(Collected data entries)
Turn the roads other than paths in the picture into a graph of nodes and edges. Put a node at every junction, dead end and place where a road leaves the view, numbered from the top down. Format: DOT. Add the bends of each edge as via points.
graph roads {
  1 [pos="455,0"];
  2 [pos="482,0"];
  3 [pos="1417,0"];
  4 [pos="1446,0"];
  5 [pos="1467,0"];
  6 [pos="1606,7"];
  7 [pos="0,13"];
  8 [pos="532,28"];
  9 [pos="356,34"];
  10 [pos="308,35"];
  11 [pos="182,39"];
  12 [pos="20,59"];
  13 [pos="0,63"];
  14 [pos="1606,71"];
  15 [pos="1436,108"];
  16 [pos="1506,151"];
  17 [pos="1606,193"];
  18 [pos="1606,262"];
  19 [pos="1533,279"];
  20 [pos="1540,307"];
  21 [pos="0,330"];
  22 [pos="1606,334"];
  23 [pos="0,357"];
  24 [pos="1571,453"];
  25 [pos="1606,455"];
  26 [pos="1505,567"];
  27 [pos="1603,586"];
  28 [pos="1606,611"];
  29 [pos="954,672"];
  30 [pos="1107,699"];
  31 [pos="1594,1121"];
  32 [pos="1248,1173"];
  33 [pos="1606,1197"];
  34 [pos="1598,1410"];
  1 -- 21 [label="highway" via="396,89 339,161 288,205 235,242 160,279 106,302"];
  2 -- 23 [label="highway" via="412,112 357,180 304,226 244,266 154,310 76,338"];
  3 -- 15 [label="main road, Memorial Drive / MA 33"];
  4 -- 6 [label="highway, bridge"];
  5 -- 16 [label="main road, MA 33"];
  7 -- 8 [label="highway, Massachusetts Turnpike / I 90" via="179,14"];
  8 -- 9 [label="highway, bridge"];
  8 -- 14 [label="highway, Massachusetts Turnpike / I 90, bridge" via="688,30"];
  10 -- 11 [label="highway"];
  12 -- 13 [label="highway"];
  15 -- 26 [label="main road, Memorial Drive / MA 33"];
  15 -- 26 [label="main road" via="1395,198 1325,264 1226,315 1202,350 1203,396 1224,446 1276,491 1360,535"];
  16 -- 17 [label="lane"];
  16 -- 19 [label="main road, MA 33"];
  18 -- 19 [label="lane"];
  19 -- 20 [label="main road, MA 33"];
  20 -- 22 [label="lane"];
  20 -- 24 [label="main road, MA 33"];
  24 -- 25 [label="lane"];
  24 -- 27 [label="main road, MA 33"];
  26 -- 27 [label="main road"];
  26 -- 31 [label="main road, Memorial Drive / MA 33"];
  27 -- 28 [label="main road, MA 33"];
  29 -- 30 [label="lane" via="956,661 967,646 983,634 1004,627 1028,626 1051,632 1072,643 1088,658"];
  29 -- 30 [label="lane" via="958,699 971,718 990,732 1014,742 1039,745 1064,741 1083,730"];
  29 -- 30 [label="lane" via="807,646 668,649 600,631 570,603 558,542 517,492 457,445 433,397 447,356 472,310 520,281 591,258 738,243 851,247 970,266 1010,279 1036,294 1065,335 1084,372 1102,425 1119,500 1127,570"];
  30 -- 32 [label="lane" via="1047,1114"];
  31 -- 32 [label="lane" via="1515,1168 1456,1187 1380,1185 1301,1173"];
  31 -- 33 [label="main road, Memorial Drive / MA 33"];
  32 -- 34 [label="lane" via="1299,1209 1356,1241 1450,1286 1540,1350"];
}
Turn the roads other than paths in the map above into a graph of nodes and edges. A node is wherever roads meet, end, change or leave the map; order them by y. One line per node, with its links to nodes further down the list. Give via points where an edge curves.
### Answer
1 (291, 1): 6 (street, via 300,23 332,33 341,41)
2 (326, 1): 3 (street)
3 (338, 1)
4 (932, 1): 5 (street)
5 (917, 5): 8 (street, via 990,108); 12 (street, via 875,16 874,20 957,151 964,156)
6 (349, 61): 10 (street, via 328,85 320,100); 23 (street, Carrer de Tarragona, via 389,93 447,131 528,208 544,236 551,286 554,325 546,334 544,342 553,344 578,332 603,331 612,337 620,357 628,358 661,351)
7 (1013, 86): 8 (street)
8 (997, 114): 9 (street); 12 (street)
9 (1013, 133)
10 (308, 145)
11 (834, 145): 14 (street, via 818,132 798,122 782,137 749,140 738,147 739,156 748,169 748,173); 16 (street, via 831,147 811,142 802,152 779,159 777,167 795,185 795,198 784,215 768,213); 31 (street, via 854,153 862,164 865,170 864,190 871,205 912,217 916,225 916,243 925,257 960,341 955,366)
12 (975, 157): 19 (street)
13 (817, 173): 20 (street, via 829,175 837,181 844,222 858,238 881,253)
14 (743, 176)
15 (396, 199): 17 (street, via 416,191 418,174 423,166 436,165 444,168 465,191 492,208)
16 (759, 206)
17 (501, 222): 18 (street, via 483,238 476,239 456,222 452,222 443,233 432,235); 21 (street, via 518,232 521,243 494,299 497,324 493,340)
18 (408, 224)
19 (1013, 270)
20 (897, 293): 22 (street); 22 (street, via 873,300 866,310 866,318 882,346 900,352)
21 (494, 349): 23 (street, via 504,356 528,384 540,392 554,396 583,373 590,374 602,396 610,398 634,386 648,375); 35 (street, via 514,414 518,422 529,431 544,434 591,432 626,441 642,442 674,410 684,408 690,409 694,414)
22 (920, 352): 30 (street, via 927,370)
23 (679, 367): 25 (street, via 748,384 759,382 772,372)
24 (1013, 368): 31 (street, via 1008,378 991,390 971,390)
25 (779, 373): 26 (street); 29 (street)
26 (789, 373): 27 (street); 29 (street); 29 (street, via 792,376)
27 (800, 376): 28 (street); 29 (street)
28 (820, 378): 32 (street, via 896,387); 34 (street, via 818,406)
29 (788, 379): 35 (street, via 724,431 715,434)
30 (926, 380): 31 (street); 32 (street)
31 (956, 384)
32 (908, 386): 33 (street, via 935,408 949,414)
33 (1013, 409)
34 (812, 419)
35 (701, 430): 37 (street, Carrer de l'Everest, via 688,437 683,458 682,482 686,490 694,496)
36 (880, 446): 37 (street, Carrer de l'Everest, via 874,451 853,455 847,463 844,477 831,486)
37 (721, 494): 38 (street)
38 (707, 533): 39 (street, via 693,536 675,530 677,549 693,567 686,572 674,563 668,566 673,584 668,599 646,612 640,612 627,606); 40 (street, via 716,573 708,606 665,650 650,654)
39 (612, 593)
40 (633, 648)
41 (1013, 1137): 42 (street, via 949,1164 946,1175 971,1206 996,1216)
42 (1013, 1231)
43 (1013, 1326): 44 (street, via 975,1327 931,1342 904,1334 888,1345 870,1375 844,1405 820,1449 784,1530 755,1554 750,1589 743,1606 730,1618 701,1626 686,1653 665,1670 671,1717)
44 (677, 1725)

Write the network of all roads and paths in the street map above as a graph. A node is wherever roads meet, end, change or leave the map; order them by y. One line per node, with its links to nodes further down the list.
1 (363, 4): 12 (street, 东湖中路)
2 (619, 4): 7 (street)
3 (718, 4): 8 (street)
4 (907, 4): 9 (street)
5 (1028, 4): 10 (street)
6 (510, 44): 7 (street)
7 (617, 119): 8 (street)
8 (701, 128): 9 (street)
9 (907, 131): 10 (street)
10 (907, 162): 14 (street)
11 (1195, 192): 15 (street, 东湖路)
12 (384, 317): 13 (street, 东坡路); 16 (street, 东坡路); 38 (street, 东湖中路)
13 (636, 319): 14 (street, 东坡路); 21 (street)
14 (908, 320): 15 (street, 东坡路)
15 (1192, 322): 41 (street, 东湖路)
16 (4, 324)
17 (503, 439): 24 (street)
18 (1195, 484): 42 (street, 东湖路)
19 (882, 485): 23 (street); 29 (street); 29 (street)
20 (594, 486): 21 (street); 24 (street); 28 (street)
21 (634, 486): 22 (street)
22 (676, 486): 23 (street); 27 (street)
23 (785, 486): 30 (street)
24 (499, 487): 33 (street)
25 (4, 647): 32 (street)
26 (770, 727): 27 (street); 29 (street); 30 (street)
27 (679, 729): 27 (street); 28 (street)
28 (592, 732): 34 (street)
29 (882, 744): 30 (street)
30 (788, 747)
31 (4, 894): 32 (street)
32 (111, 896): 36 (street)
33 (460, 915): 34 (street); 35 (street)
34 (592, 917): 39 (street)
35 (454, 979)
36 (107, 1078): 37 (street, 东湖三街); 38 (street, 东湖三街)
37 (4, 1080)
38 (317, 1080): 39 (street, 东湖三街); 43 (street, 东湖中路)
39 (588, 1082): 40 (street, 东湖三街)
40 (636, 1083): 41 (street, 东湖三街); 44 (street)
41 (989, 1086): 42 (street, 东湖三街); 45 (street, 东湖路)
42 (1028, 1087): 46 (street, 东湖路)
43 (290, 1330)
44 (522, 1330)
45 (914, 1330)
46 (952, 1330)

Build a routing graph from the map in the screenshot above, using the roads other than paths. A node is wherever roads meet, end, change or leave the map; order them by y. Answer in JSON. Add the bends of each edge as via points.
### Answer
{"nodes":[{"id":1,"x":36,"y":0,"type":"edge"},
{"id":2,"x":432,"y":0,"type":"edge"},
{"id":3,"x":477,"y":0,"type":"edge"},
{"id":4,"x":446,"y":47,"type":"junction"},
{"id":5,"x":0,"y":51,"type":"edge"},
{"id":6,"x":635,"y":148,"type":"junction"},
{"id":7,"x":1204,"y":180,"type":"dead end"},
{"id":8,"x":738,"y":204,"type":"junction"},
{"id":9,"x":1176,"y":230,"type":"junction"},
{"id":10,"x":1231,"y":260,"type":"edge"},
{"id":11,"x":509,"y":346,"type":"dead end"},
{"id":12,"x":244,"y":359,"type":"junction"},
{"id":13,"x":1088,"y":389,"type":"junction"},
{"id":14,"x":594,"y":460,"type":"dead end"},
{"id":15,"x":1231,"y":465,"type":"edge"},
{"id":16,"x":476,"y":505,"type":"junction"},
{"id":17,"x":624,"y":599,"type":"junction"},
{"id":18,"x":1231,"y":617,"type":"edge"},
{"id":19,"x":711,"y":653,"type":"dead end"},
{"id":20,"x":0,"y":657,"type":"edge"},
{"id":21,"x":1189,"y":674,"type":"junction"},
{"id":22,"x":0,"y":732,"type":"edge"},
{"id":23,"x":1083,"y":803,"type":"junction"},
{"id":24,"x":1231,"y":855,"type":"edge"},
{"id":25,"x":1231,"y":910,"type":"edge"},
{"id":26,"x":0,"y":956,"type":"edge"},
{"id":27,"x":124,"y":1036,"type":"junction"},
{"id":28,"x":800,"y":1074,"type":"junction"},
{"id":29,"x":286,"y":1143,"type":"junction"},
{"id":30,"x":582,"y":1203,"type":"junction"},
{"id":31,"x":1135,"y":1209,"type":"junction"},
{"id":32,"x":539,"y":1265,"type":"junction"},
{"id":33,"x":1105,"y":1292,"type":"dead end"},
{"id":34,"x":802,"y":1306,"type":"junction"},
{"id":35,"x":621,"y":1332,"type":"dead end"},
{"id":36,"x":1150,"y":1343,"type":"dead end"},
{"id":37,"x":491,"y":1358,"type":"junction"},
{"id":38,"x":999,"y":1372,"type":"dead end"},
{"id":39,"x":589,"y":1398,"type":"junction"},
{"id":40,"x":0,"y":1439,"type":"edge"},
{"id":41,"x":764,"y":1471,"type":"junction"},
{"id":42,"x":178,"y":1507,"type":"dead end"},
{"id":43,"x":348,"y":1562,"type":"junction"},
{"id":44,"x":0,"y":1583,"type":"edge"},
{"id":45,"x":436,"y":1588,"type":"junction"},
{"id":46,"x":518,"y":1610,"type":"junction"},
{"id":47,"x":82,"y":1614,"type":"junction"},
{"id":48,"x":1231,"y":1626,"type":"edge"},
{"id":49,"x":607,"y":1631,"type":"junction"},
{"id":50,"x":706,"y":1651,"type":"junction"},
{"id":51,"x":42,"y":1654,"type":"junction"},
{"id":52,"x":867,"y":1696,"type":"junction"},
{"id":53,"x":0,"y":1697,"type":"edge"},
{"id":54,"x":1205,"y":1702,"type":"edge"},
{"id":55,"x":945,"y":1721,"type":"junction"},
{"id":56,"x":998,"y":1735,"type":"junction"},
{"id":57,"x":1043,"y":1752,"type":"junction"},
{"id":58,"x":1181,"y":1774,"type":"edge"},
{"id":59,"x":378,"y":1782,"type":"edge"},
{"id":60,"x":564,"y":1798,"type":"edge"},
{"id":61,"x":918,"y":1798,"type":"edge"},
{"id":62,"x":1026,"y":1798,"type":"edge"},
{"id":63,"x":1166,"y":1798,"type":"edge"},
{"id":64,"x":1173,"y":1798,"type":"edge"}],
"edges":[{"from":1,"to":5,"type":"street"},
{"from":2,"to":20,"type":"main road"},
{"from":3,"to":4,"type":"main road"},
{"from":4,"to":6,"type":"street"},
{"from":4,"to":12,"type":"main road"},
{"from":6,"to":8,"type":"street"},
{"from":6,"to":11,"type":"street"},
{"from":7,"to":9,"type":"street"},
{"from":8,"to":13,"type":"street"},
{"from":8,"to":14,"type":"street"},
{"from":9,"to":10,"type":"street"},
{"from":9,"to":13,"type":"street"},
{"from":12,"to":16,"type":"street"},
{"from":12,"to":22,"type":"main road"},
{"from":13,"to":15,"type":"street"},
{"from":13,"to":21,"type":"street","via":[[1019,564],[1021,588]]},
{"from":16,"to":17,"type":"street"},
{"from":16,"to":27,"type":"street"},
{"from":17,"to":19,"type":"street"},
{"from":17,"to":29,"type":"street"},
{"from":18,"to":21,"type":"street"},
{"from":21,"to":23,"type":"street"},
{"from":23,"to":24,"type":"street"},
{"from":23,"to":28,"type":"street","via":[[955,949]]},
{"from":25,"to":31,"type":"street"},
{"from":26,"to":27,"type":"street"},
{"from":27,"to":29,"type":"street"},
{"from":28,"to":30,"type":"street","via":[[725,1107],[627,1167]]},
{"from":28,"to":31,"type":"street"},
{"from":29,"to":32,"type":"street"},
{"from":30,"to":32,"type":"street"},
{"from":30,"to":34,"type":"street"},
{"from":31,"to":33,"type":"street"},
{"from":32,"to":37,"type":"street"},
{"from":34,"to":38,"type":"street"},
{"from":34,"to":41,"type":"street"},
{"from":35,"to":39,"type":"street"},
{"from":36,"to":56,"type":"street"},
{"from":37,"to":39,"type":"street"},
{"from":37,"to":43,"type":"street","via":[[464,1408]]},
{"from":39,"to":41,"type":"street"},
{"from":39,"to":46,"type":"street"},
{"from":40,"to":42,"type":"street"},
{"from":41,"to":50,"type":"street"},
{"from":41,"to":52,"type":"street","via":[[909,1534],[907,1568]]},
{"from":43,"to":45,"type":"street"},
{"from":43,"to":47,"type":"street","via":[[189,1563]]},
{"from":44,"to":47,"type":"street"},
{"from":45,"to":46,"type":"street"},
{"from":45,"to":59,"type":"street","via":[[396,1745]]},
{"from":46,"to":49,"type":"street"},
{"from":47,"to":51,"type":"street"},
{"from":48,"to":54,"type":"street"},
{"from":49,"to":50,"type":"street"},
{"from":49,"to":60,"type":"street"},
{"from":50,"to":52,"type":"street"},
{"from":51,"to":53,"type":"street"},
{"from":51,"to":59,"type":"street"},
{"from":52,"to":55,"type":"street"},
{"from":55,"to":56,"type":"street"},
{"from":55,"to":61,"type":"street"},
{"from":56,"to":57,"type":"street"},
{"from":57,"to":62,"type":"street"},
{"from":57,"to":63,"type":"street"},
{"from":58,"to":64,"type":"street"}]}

◆ **WHAT IS BEING ASKED**: Return every line above in which the string "Everest" occurs.

◆ **EXPECTED OUTPUT**:
35 (701, 430): 37 (street, Carrer de l'Everest, via 688,437 683,458 682,482 686,490 694,496)
36 (880, 446): 37 (street, Carrer de l'Everest, via 874,451 853,455 847,463 844,477 831,486)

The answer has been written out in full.